ABOUT THIS EXERCISE
Please reproduce all entries word for word, leaving every image behind.

==== THE DATA ====

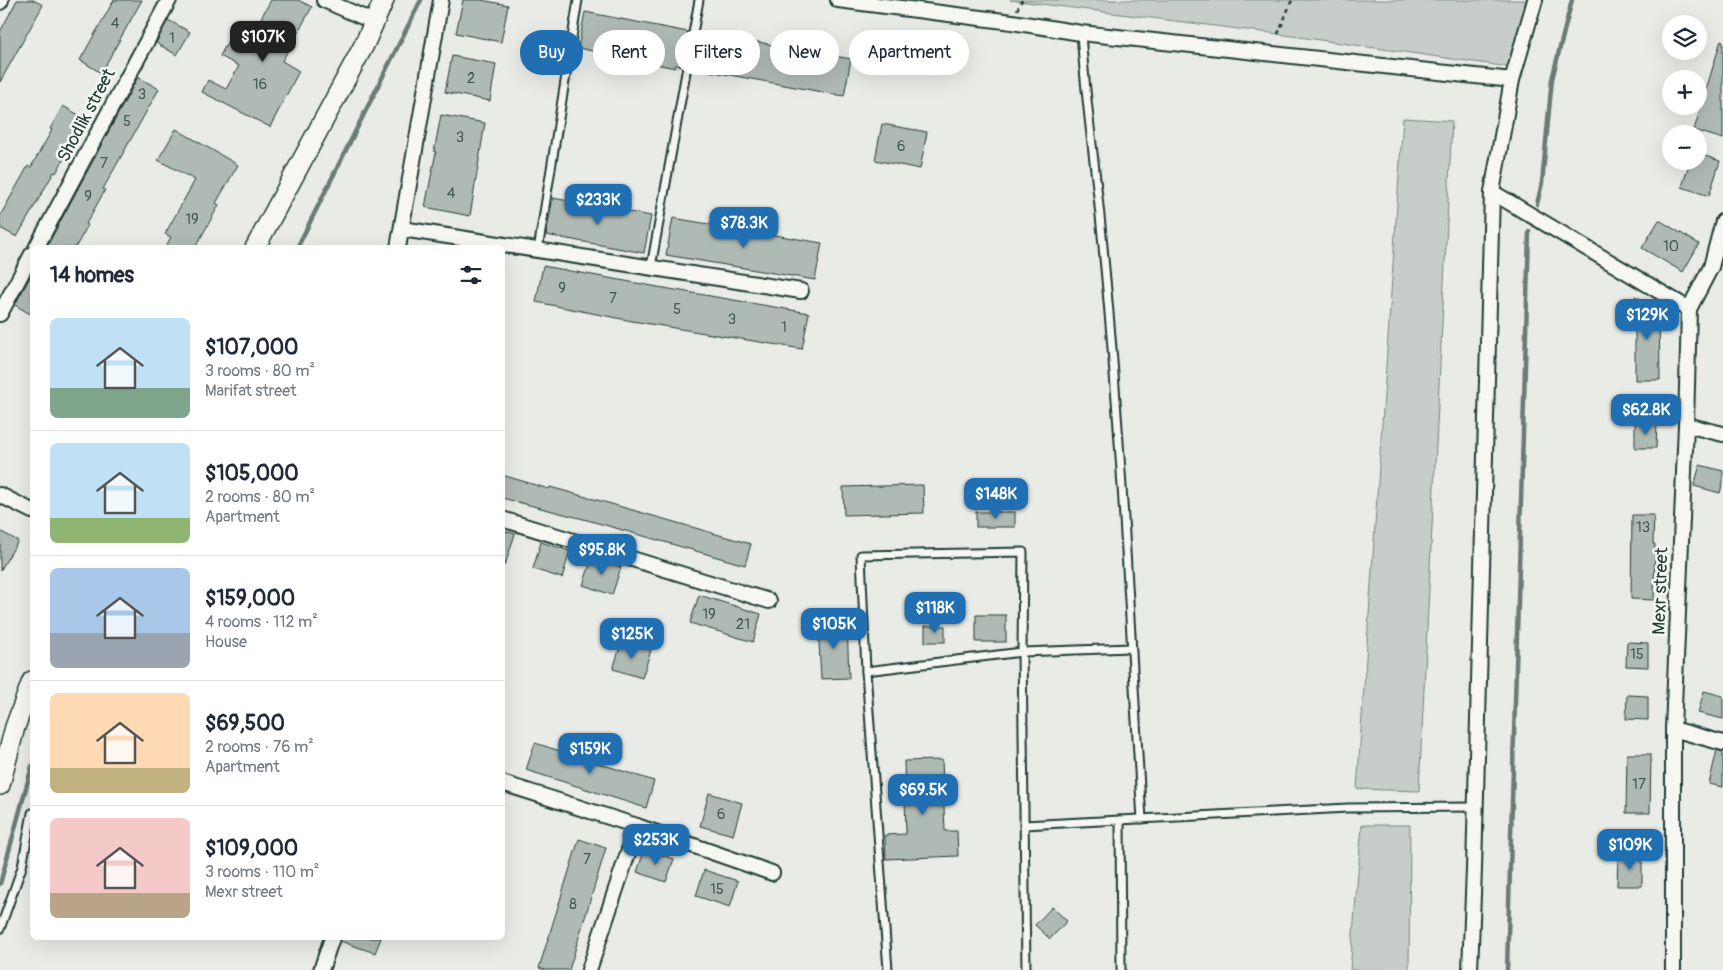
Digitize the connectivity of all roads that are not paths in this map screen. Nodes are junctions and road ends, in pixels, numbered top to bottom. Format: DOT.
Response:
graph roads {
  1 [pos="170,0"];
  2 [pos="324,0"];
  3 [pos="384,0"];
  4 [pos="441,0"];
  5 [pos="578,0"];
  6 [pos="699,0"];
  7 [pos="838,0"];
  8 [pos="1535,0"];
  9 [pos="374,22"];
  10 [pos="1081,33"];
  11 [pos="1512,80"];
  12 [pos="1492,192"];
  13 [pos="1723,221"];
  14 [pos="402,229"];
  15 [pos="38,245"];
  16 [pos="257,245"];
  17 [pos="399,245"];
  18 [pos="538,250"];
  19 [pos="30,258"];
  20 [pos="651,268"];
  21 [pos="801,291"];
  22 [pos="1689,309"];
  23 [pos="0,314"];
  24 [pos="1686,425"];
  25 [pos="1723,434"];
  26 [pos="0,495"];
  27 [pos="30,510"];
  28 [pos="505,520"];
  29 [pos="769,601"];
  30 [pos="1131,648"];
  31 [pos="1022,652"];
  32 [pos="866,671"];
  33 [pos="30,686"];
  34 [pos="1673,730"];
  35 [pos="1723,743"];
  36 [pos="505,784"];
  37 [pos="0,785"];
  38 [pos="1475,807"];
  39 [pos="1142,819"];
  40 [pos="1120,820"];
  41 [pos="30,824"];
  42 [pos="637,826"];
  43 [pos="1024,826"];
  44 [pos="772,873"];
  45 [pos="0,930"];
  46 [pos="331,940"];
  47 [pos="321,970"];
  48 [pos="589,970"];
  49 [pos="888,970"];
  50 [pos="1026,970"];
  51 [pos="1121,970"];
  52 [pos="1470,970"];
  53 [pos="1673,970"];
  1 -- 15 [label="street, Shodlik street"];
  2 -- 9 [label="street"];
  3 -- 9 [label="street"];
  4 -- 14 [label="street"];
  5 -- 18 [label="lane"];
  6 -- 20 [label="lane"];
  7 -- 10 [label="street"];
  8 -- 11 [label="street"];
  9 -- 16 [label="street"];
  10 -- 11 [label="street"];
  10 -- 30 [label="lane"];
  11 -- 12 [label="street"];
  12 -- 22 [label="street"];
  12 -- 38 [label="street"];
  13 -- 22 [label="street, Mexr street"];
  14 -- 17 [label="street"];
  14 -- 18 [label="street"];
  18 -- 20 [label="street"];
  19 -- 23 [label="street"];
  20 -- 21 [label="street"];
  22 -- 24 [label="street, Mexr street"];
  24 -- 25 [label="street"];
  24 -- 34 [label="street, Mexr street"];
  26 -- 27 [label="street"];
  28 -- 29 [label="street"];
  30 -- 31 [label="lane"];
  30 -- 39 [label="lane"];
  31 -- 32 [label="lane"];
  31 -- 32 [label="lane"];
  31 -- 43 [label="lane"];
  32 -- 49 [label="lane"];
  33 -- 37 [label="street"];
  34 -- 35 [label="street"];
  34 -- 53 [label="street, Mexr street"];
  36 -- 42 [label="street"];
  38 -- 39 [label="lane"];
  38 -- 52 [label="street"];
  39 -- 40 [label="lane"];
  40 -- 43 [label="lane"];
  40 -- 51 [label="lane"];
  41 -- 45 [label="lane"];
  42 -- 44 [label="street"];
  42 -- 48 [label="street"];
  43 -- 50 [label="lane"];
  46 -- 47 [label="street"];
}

====

SOLUTION FOR THIS PROBLEM
Digitize the connectivity of all roads that are not paths in this map screen. Nodes are junctions and road ends, in pixels, numbered top to bottom. Format: DOT.
Response:
graph roads {
  1 [pos="170,0"];
  2 [pos="324,0"];
  3 [pos="384,0"];
  4 [pos="441,0"];
  5 [pos="578,0"];
  6 [pos="699,0"];
  7 [pos="838,0"];
  8 [pos="1535,0"];
  9 [pos="374,22"];
  10 [pos="1081,33"];
  11 [pos="1512,80"];
  12 [pos="1492,192"];
  13 [pos="1723,221"];
  14 [pos="402,229"];
  15 [pos="38,245"];
  16 [pos="257,245"];
  17 [pos="399,245"];
  18 [pos="538,250"];
  19 [pos="30,258"];
  20 [pos="651,268"];
  21 [pos="801,291"];
  22 [pos="1689,309"];
  23 [pos="0,314"];
  24 [pos="1686,425"];
  25 [pos="1723,434"];
  26 [pos="0,495"];
  27 [pos="30,510"];
  28 [pos="505,520"];
  29 [pos="769,601"];
  30 [pos="1131,648"];
  31 [pos="1022,652"];
  32 [pos="866,671"];
  33 [pos="30,686"];
  34 [pos="1673,730"];
  35 [pos="1723,743"];
  36 [pos="505,784"];
  37 [pos="0,785"];
  38 [pos="1475,807"];
  39 [pos="1142,819"];
  40 [pos="1120,820"];
  41 [pos="30,824"];
  42 [pos="637,826"];
  43 [pos="1024,826"];
  44 [pos="772,873"];
  45 [pos="0,930"];
  46 [pos="331,940"];
  47 [pos="321,970"];
  48 [pos="589,970"];
  49 [pos="888,970"];
  50 [pos="1026,970"];
  51 [pos="1121,970"];
  52 [pos="1470,970"];
  53 [pos="1673,970"];
  1 -- 15 [label="street, Shodlik street"];
  2 -- 9 [label="street"];
  3 -- 9 [label="street"];
  4 -- 14 [label="street"];
  5 -- 18 [label="lane"];
  6 -- 20 [label="lane"];
  7 -- 10 [label="street"];
  8 -- 11 [label="street"];
  9 -- 16 [label="street"];
  10 -- 11 [label="street"];
  10 -- 30 [label="lane"];
  11 -- 12 [label="street"];
  12 -- 22 [label="street"];
  12 -- 38 [label="street"];
  13 -- 22 [label="street, Mexr street"];
  14 -- 17 [label="street"];
  14 -- 18 [label="street"];
  18 -- 20 [label="street"];
  19 -- 23 [label="street"];
  20 -- 21 [label="street"];
  22 -- 24 [label="street, Mexr street"];
  24 -- 25 [label="street"];
  24 -- 34 [label="street, Mexr street"];
  26 -- 27 [label="street"];
  28 -- 29 [label="street"];
  30 -- 31 [label="lane"];
  30 -- 39 [label="lane"];
  31 -- 32 [label="lane"];
  31 -- 32 [label="lane"];
  31 -- 43 [label="lane"];
  32 -- 49 [label="lane"];
  33 -- 37 [label="street"];
  34 -- 35 [label="street"];
  34 -- 53 [label="street, Mexr street"];
  36 -- 42 [label="street"];
  38 -- 39 [label="lane"];
  38 -- 52 [label="street"];
  39 -- 40 [label="lane"];
  40 -- 43 [label="lane"];
  40 -- 51 [label="lane"];
  41 -- 45 [label="lane"];
  42 -- 44 [label="street"];
  42 -- 48 [label="street"];
  43 -- 50 [label="lane"];
  46 -- 47 [label="street"];
}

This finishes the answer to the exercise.